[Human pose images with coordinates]
###
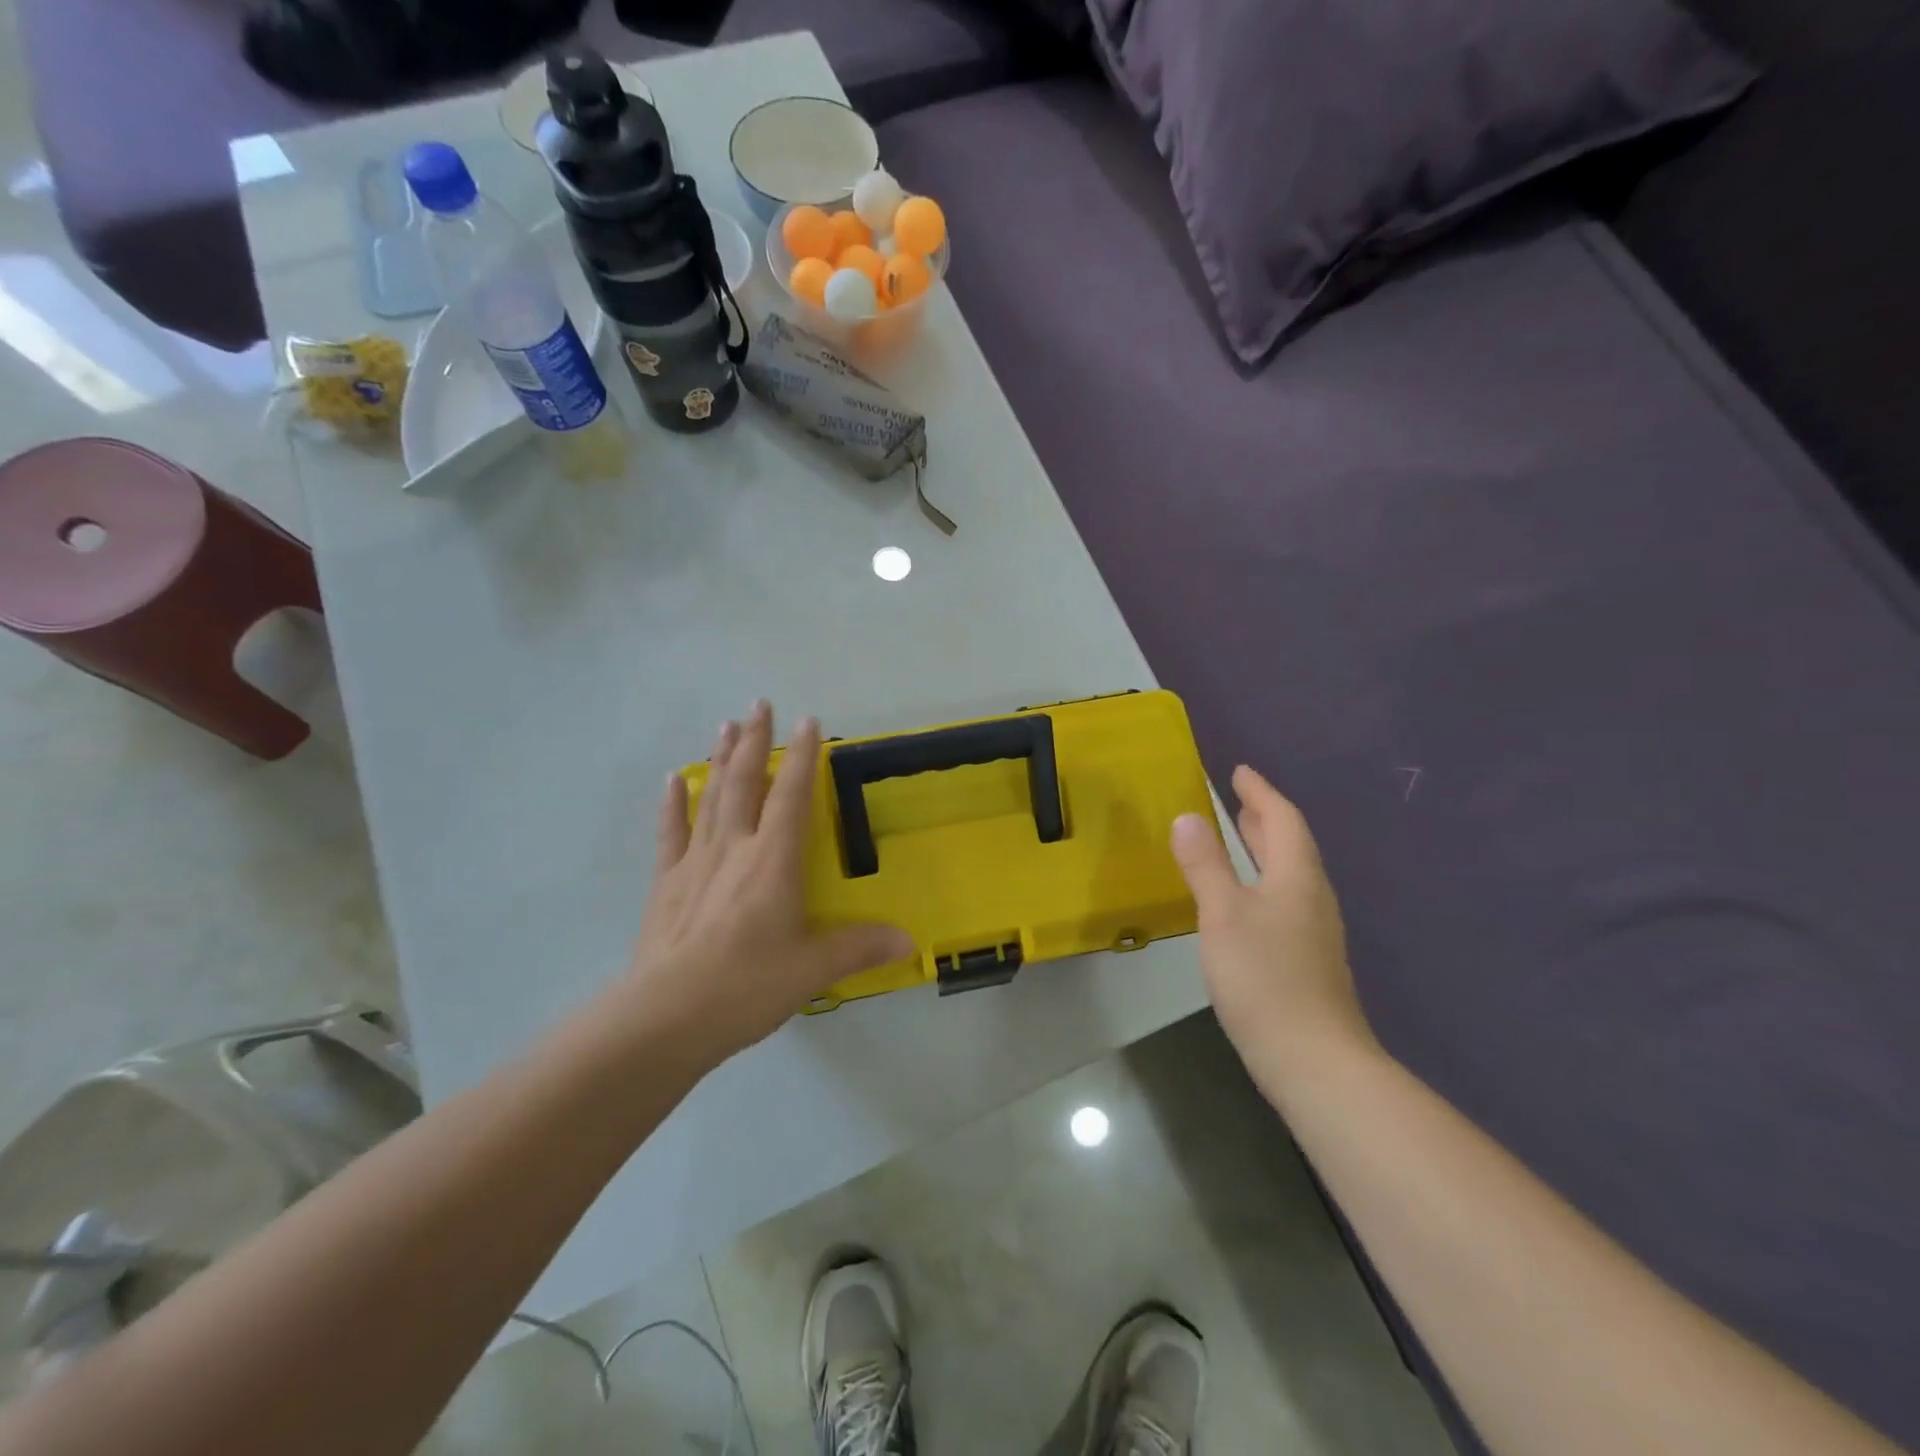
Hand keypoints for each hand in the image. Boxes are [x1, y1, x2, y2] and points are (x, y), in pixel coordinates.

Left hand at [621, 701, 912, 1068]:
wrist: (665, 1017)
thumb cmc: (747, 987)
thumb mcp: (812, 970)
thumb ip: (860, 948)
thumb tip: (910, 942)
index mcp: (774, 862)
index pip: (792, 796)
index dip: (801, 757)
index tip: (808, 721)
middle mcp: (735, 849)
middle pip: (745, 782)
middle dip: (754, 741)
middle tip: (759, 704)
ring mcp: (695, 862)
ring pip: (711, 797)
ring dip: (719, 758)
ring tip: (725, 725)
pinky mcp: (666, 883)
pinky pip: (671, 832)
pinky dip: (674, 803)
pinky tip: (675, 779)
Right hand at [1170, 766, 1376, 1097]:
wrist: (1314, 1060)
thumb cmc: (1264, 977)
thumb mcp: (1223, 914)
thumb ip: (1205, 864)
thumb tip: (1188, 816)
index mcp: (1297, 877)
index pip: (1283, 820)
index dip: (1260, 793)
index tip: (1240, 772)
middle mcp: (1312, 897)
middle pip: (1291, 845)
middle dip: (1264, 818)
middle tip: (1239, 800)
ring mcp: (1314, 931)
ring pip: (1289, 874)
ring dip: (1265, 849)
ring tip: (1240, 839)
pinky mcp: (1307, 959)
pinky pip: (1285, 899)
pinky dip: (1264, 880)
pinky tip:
###
**TASK DIRECTIONS**
Beginning with the line that holds "thumb tip: (1188, 816)", copy the entries exactly to their last line, and leave out every earlier line.

**ANSWER TO THIS PROBLEM**
thumb tip: (1188, 816)
index mcp: (1297, 877)
index pip: (1283, 820)
index dip: (1260, 793)
index tip: (1240, 772)
middle mcp: (1312, 897)
middle pip: (1291, 845)
middle dip: (1264, 818)
middle tip: (1239, 800)
ring mcp: (1314, 931)
ring pip: (1289, 874)
ring dip: (1265, 849)
ring tip: (1240, 839)
pinky mcp: (1307, 959)
pinky pip: (1285, 899)
pinky dip: (1264, 880)
pinky tip:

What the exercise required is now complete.